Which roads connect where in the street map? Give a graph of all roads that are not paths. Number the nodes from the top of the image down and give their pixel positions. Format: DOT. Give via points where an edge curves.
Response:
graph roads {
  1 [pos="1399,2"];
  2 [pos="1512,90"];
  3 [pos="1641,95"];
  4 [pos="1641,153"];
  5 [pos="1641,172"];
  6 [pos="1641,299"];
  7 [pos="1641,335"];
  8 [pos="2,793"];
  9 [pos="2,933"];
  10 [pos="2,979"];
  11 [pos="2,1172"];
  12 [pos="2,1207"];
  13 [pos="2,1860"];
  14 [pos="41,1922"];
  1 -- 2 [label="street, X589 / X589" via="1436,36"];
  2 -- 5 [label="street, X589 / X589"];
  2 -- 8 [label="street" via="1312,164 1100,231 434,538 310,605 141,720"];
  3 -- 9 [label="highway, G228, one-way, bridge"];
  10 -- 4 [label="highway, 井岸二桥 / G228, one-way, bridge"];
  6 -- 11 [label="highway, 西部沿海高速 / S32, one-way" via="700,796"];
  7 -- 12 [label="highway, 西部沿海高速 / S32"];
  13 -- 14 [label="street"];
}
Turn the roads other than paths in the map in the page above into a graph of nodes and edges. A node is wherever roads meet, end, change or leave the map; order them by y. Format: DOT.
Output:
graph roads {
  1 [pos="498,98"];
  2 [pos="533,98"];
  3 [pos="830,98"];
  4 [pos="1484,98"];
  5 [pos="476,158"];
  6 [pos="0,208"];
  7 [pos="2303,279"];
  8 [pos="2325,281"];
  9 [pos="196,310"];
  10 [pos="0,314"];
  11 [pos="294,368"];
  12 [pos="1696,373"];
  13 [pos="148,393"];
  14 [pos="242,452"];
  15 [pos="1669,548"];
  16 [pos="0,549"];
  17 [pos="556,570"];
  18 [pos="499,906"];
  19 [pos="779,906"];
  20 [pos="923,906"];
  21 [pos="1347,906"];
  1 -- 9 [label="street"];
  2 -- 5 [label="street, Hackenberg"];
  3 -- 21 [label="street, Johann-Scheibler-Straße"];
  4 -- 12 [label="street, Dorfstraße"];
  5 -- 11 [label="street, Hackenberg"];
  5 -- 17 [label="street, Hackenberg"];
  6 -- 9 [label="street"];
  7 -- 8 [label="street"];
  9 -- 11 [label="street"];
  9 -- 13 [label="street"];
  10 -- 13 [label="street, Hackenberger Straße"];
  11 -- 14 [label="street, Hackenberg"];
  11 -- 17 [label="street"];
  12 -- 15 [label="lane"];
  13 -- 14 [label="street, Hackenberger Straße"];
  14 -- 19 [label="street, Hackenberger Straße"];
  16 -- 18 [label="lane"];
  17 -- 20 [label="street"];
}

> **Problem requirements**
Each record above should be retyped in full, exactly as shown.

> **Answer**
Which roads connect where in the street map? Give a graph of all roads that are not paths. Number the nodes from the top of the image down and give their pixel positions. Format: DOT. Give via points where an edge curves.
Response:
graph roads {
  1 [pos="1399,2"];
  2 [pos="1512,90"];
  3 [pos="1641,95"];
  4 [pos="1641,153"];
  5 [pos="1641,172"];
  6 [pos="1641,299"];
  7 [pos="1641,335"];
  8 [pos="2,793"];
  9 [pos="2,933"];
  10 [pos="2,979"];
  11 [pos="2,1172"];
  12 [pos="2,1207"];
  13 [pos="2,1860"];
  14 [pos="41,1922"];
  1 -- 2 [label="street, X589 / X589" via="1436,36"];
  2 -- 5 [label="street, X589 / X589"];
  2 -- 8 [label="street" via="1312,164 1100,231 434,538 310,605 141,720"];
  3 -- 9 [label="highway, G228, one-way, bridge"];
  10 -- 4 [label="highway, 井岸二桥 / G228, one-way, bridge"];
  6 -- 11 [label="highway, 西部沿海高速 / S32, one-way" via="700,796"];
  7 -- 12 [label="highway, 西部沿海高速 / S32"];
  13 -- 14 [label="street"];
}
Turn the roads other than paths in the map in the page above into a graph of nodes and edges. A node is wherever roads meet, end, change or leave the map; order them by y. Format: DOT.
Output:
graph roads {
  1 [pos="498,98"];
  2 [pos="533,98"];
  3 [pos="830,98"];
  4 [pos="1484,98"];
  5 [pos="476,158"];
  6 [pos="0,208"];
  7 [pos="2303,279"];
  8 [pos="2325,281"];
  9 [pos="196,310"];
  10 [pos="0,314"];
  11 [pos="294,368"];
  12 [pos="1696,373"];
  13 [pos="148,393"];
  14 [pos="242,452"];
  15 [pos="1669,548"];
  16 [pos="0,549"];
  17 [pos="556,570"];
  18 [pos="499,906"];
  19 [pos="779,906"];
  20 [pos="923,906"];
  21 [pos="1347,906"];
  1 -- 9 [label="street"];
  2 -- 5 [label="street, Hackenberg"];
  3 -- 21 [label="street, Johann-Scheibler-Straße"];
  4 -- 12 [label="street, Dorfstraße"];
  5 -- 11 [label="street, Hackenberg"];
  5 -- 17 [label="street, Hackenberg"];
  6 -- 9 [label="street"];
  7 -- 8 [label="street"];
  9 -- 11 [label="street"];
  9 -- 13 [label="street"];
  10 -- 13 [label="street, Hackenberger Straße"];
  11 -- 14 [label="street, Hackenberg"];
  11 -- 17 [label="street"];
  12 -- 15 [label="lane"];
  13 -- 14 [label="street, Hackenberger Straße"];
  14 -- 19 [label="street, Hackenberger Straße"];
  16 -- 18 [label="lane"];
  17 -- 20 [label="street"];
}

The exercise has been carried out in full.